Data listing —

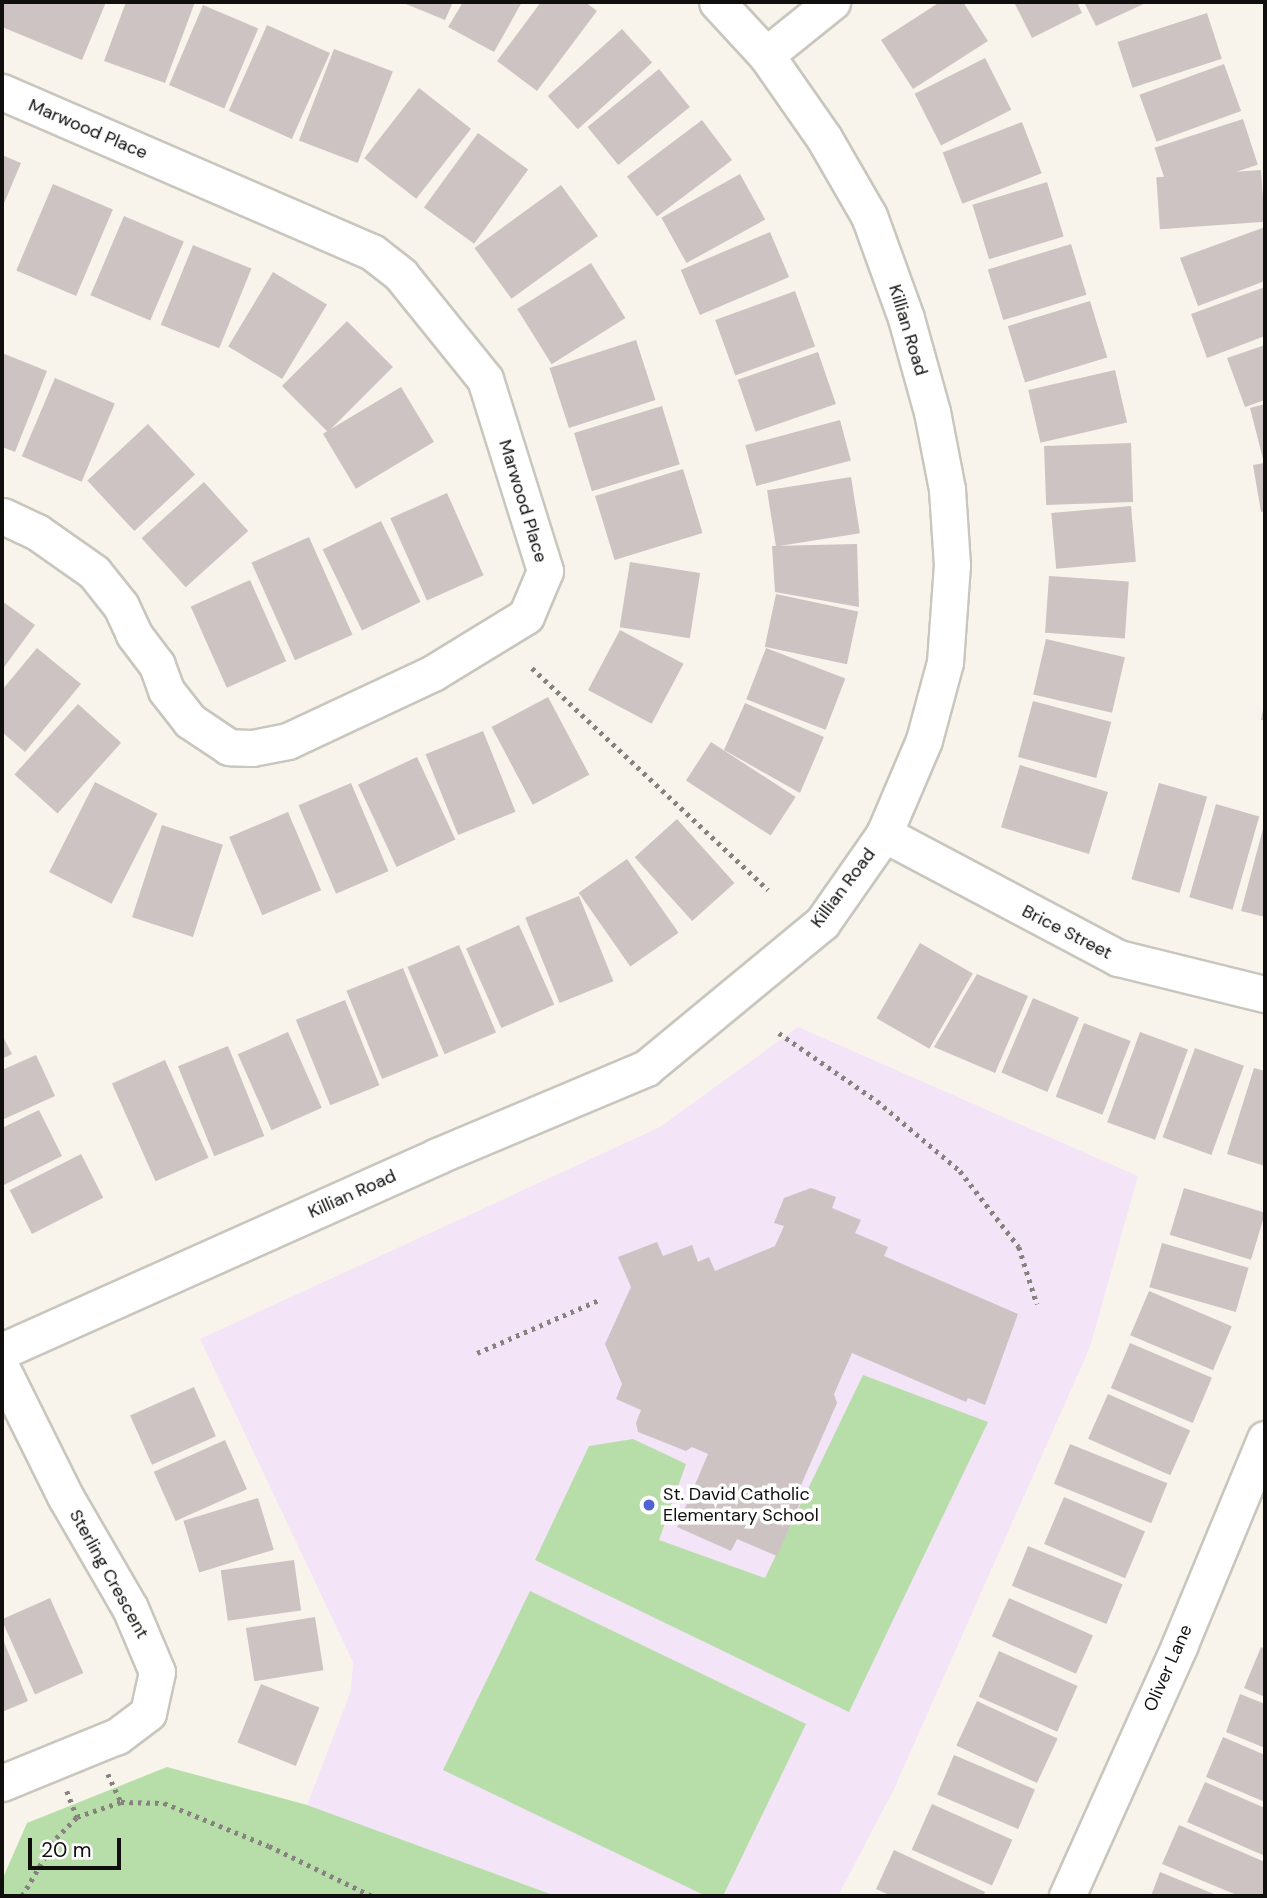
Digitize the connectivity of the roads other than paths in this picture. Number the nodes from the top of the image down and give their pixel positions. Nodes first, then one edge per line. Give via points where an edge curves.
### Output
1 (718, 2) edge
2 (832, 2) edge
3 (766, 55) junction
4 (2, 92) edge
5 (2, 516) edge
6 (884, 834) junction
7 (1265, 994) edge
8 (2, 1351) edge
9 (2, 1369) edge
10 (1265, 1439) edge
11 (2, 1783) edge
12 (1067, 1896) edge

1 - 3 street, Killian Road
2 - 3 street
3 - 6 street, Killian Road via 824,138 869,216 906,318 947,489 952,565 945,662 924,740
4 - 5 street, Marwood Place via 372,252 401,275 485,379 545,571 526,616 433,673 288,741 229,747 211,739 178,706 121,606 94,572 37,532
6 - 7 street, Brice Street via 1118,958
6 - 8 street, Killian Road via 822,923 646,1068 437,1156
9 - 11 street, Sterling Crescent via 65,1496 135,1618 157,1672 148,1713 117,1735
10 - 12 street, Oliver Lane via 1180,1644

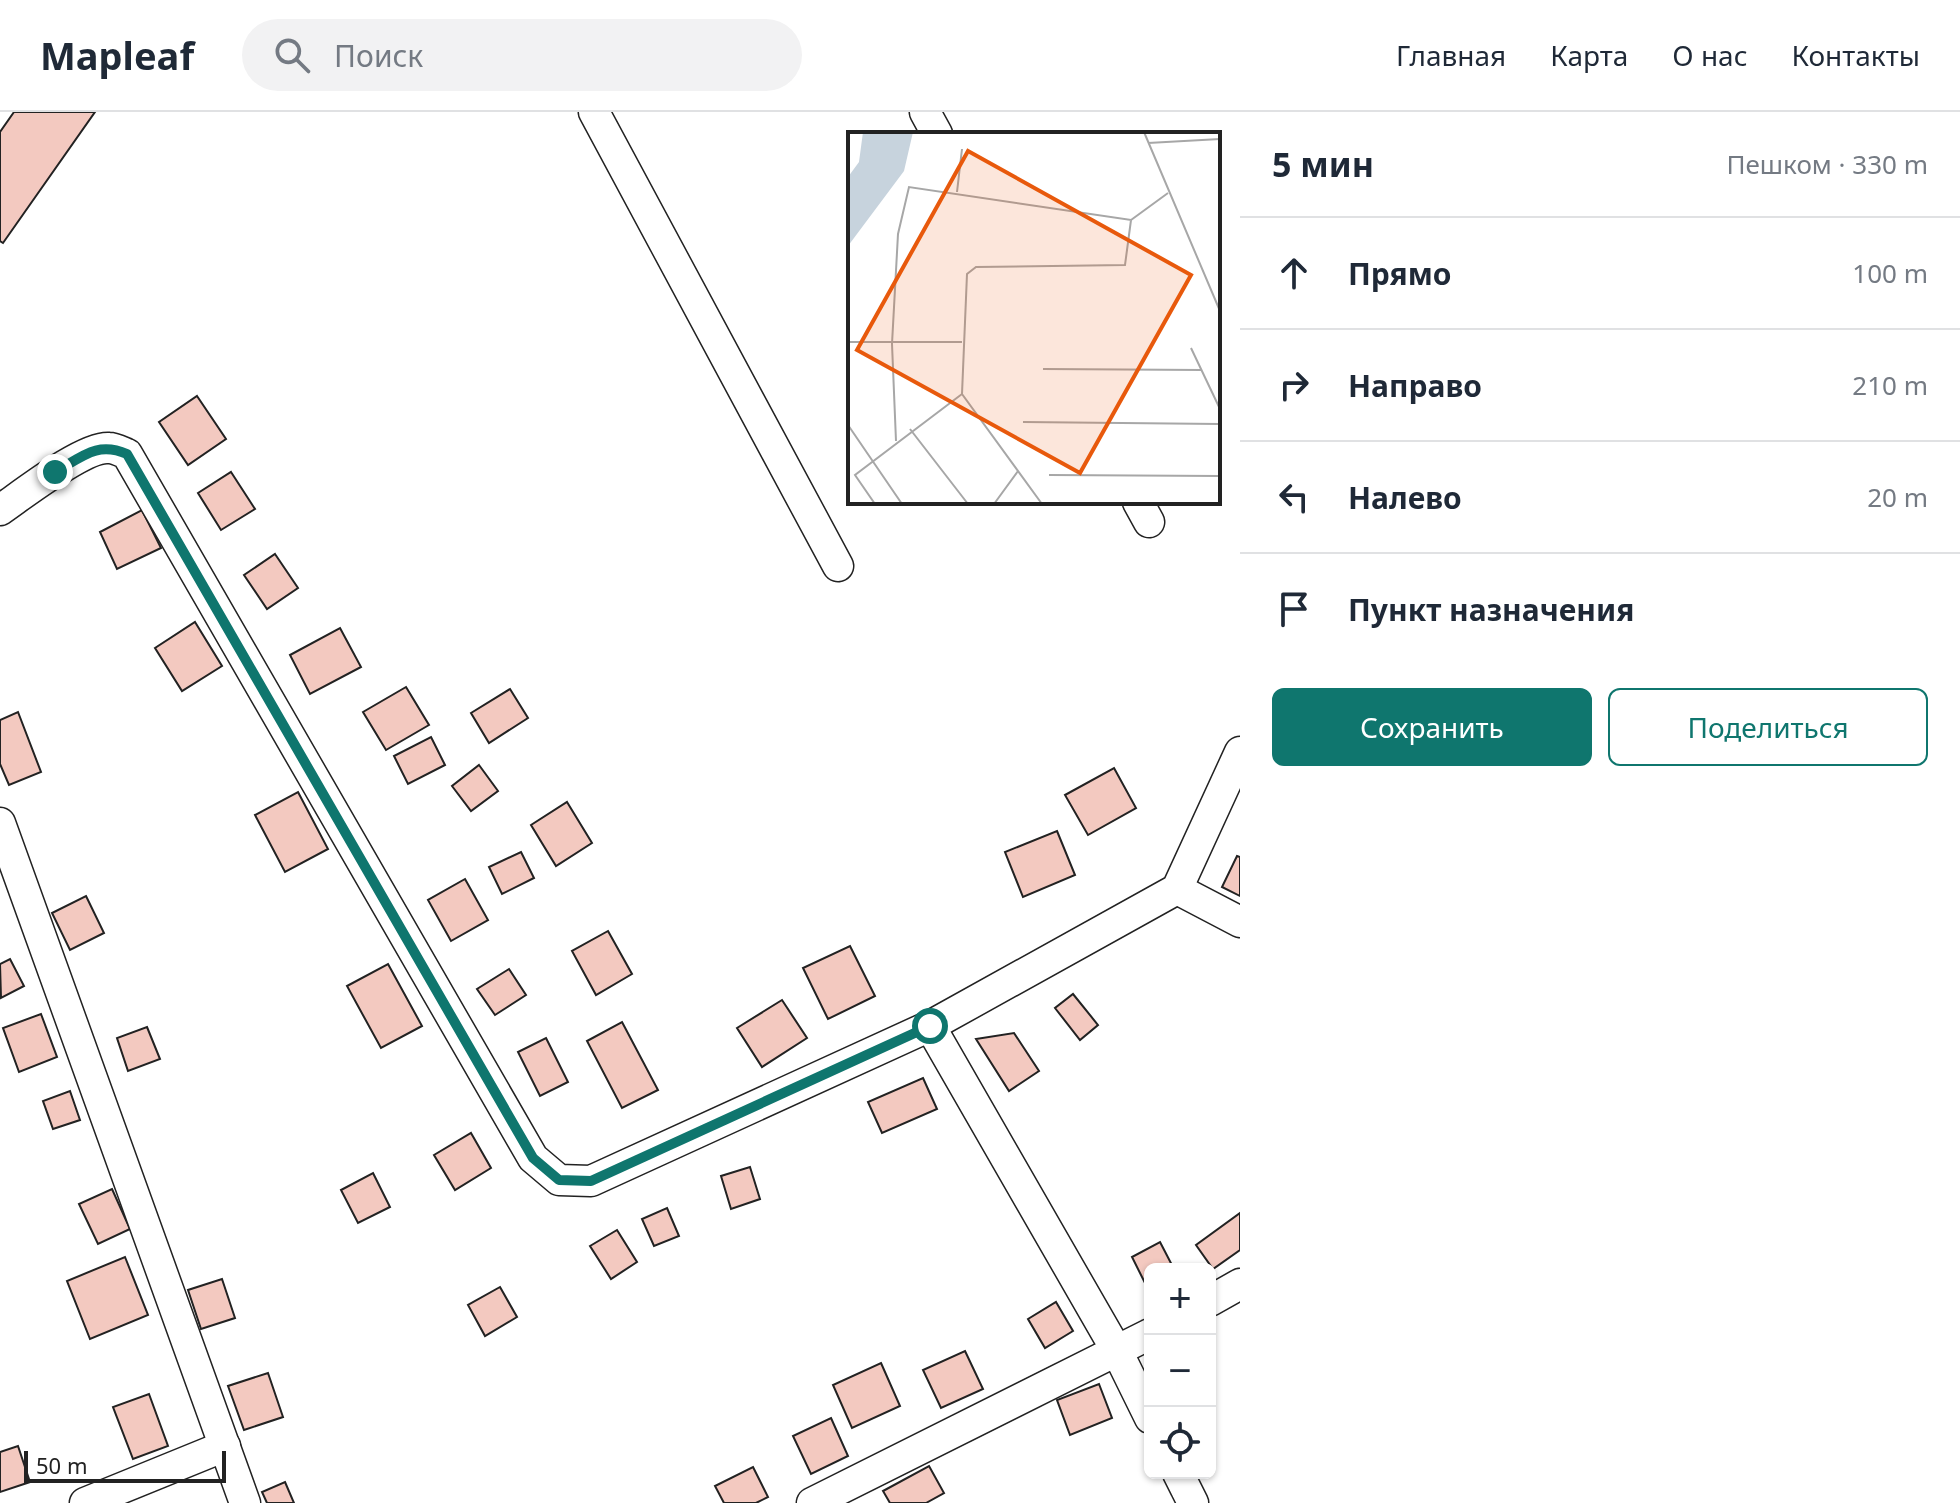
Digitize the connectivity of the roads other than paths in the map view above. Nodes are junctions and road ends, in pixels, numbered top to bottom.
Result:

What you need to do — Exclude the pictures, then retype every record exactly.

Result —
Digitize the connectivity of the roads other than paths in this picture. Number the nodes from the top of the image down and give their pixel positions. Nodes first, then one edge per line. Give via points where an edge curves.
### Output
1 (718, 2) edge
2 (832, 2) edge
3 (766, 55) junction
4 (2, 92) edge
5 (2, 516) edge
6 (884, 834) junction
7 (1265, 994) edge
8 (2, 1351) edge
9 (2, 1369) edge
10 (1265, 1439) edge
11 (2, 1783) edge
12 (1067, 1896) edge

1 - 3 street, Killian Road
2 - 3 street
3 - 6 street, Killian Road via 824,138 869,216 906,318 947,489 952,565 945,662 924,740
4 - 5 street, Marwood Place via 372,252 401,275 485,379 545,571 526,616 433,673 288,741 229,747 211,739 178,706 121,606 94,572 37,532
6 - 7 street, Brice Street via 1118,958
6 - 8 street, Killian Road via 822,923 646,1068 437,1156
9 - 11 street, Sterling Crescent via 65,1496 135,1618 157,1672 148,1713 117,1735
10 - 12 street, Oliver Lane via 1180,1644

Digitize the connectivity of the roads other than paths in the map view above. Nodes are junctions and road ends, in pixels, numbered top to bottom.
Result:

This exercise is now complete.